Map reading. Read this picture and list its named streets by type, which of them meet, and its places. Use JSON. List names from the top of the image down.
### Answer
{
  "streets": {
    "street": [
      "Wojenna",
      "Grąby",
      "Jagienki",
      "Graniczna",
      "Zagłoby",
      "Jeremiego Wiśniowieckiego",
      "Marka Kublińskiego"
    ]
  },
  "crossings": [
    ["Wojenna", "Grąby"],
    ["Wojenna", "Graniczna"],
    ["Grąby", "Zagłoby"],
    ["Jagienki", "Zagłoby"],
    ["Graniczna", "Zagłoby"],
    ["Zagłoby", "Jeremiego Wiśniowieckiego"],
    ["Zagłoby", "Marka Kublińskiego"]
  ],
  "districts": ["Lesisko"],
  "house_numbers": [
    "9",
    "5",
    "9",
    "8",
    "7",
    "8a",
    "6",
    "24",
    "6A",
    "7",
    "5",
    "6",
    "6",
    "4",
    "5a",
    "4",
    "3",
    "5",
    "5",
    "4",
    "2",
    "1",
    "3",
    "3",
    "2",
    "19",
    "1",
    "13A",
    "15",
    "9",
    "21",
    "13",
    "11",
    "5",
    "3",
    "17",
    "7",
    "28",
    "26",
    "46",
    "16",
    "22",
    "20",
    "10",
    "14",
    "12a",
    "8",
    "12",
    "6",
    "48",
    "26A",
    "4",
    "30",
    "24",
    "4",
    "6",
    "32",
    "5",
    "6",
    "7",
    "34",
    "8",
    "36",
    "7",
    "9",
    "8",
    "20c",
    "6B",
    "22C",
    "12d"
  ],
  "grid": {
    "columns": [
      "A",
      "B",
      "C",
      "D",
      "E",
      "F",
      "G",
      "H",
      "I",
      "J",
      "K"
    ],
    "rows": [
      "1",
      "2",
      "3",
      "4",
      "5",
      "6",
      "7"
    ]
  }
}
##############################
**WHAT TO DO:**
Exact reproduction of the listing above is required.

**PROBLEM SOLUTION:**
Map reading. Read this picture and list its named streets by type, which of them meet, and its places. Use JSON. List names from the top of the image down.
### Answer
{
  "streets": {
    "street": [
      "Wojenna",
      "Grąby",
      "Jagienki",
      "Graniczna",
      "Zagłoby",
      "Jeremiego Wiśniowieckiego",
      "Marka Kublińskiego"
    ]
  },
  "crossings": [
    ["Wojenna", "Grąby"],
    ["Wojenna", "Graniczna"],
    ["Grąby", "Zagłoby"],
    ["Jagienki", "Zagłoby"],
    ["Graniczna", "Zagłoby"],
    ["Zagłoby", "Jeremiego Wiśniowieckiego"],
    ["Zagłoby", "Marka Kublińskiego"]
  ],
  "districts": ["Lesisko"],
  "house_numbers": [
    "9",
    "5",
    "9",
    "8",
    "7",
    "8a",
    "6",
    "24",
    "6A",
    "7",
    "5",
    "6",
    "6",
    "4",
    "5a",
    "4",
    "3",
    "5",
    "5",
    "4",
    "2",
    "1",
    "3",
    "3",
    "2",
    "19",
    "1",
    "13A",
    "15",
    "9",
    "21",
    "13",
    "11",
    "5",
    "3",
    "17",
    "7",
    "28",
    "26",
    "46",
    "16",
    "22",
    "20",
    "10",
    "14",
    "12a",
    "8",
    "12",
    "6",
    "48",
    "26A",
    "4",
    "30",
    "24",
    "4",
    "6",
    "32",
    "5",
    "6",
    "7",
    "34",
    "8",
    "36",
    "7",
    "9",
    "8",
    "20c",
    "6B",
    "22C",
    "12d"
  ],
  "grid": {
    "columns": [
      "A",
      "B",
      "C",
      "D",
      "E",
      "F",
      "G",
      "H",
      "I",
      "J",
      "K"
    ],
    "rows": [
      "1",
      "2",
      "3",
      "4",
      "5",
      "6",
      "7"
    ]
  }
}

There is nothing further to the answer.